Pre-existing conditions. Have you gone to a doctor for a headache in the past five years? If so, your insurance probably won't cover any head trauma, strokes, migraines, etc.
This is not true. Insurers could deny the writing of new policies based on pre-existing conditions, not drop or refuse you if you had one and had creditable coverage.

Quote:
B]Preventative medicine and tests[/B]. Do you have a strange lump on your arm that keeps growing and changing shape or color? Insurance probably won't cover an MRI or a biopsy to determine if it's cancer. You'll have to wait until you're hospitalised, likely in the emergency room, before your insurance will deem that the treatment is necessary.
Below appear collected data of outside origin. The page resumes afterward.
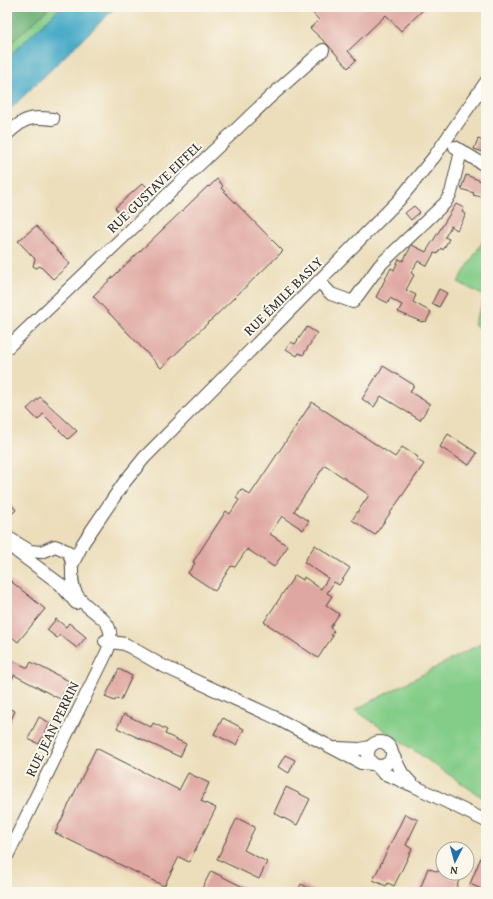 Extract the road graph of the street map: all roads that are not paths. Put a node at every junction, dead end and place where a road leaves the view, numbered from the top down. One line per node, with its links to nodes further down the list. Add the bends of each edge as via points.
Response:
1 (323, 50): 9 (street, RUE GUSTAVE EIFFEL, via 270,97)
2 (486, 82): 5 (street, RUE ÉMILE BASLY)
3 (53, 119): 4 (street, via 26,118)
4 (7, 134)
5 (446, 141): 6 (street); 8 (street, RUE ÉMILE BASLY, via 399,200)
6 (461, 151): 7 (street); 8 (street, via 452,189 445,203 380,265 352,302 331,294)
7 (486, 166)
8 (319, 281): 10 (street, RUE ÉMILE BASLY, via 151,449)
9 (7, 348)
10 (96, 526): 13 (street, RUE ÉMILE BASLY, via 76,542); 15 (street, RUE ÉMILE BASLY, via 80,548)
11 (7, 537): 14 (street, via 27,550)
12 (7, 545): 16 (street)
13 (59, 546): 14 (street); 15 (street, via 69,552)
14 (45, 550): 16 (street, via 40,560)
15 (72, 566): 17 (street, via 64,576 58,579); 18 (street, via 72,581 76,593 104,619)
16 (41, 569): 17 (street)
17 (51, 578): 18 (street, via 60,584)
18 (107, 637): 19 (street); 25 (street, RUE JEAN PERRIN, via 103,658)
19 (334, 747): 20 (street); 22 (street, via 363,763)
20 (370, 747): 21 (street, via 375,743 383,743); 22 (street, via 368,756)
21 (392, 753): 22 (street, via 388,763); 23 (street, via 402,773)
22 (375, 765): 23 (street, via 383,773)
23 (414, 786): 24 (street)
24 (486, 821)
25 (7, 856)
Here's the kicker: if you go to the doctor for that lump, your insurance company will remove cancer treatment from your insurance policy when you renew. After all, it's a pre-existing condition.
This is complete nonsense, totally untrue.

Quote:
Insurance companies can state that they will only cover the least expensive form of treatment, as opposed to the most effective form of treatment. Do you need chemotherapy to survive? Tough luck.
This would mean that insurance companies could elect to reject paying for treatments that were recognized as the 'standard of care' and choose to only pay for the cheapest one. This is also false.

Quote:
Insurance companies can drop you in the middle of treatment if you reach your annual policy renewal date.
It's possible if the plan you were on was cancelled, and you elected not to maintain creditable coverage, then this might happen. The real world issue would be that your plan was replaced by one you could not afford and you elected to go off coverage. This could not happen on a group plan due to restrictions related to COBRA.

Quote:
Insurance companies will not cover a person with a chronic illness. If you have a chronic illness, you will not be able to find an individual insurance plan at any price. Your only choice is to find a job that includes health insurance.
Diabetes is a chronic illness. So is hypertension. I do think some self-employed people have these. Again, this would only be related to getting coverage in the first place. And there are few chronic illnesses that would prevent coverage, most would lead to higher premiums (unless you are on group).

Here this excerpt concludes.